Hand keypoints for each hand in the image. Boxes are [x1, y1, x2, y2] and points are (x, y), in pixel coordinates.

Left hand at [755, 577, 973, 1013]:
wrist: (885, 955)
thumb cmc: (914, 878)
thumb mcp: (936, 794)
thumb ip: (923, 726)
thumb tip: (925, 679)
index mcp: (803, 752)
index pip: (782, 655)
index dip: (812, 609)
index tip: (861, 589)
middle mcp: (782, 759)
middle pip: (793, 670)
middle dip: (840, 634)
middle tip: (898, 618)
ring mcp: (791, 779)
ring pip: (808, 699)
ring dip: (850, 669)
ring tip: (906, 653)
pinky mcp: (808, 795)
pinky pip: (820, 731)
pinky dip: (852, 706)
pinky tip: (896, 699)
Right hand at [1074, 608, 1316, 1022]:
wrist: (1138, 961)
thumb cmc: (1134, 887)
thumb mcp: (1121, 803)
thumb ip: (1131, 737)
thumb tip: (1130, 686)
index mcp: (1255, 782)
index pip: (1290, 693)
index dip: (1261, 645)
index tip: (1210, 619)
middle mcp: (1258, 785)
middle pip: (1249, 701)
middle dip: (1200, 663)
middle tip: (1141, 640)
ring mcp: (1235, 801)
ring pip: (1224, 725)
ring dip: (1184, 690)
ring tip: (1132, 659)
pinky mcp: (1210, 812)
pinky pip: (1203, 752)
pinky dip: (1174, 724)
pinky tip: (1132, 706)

* WORK INSTRUCTION *
Among the entries above, find the line with "pinky pip: (820, 731)" and the line with "ring mcp: (1235, 801)"; give again exactly these two lines and all lines between them.

* EXERCISE ANSWER *
pinky pip: (820, 731)
pinky dip: (852, 706)
pinky tip: (896, 699)
Right hand at [1074, 608, 1316, 1022]:
wrist: (1138, 961)
thumb cmc: (1134, 887)
thumb mcp: (1121, 803)
thumb ip: (1131, 737)
thumb tip: (1130, 686)
index mcp: (1255, 782)
index pip: (1290, 693)
index dip: (1261, 645)
index tip: (1210, 619)
middle mcp: (1258, 785)
middle pip: (1249, 701)
middle dip: (1200, 663)
middle tip: (1141, 640)
ring mcp: (1235, 801)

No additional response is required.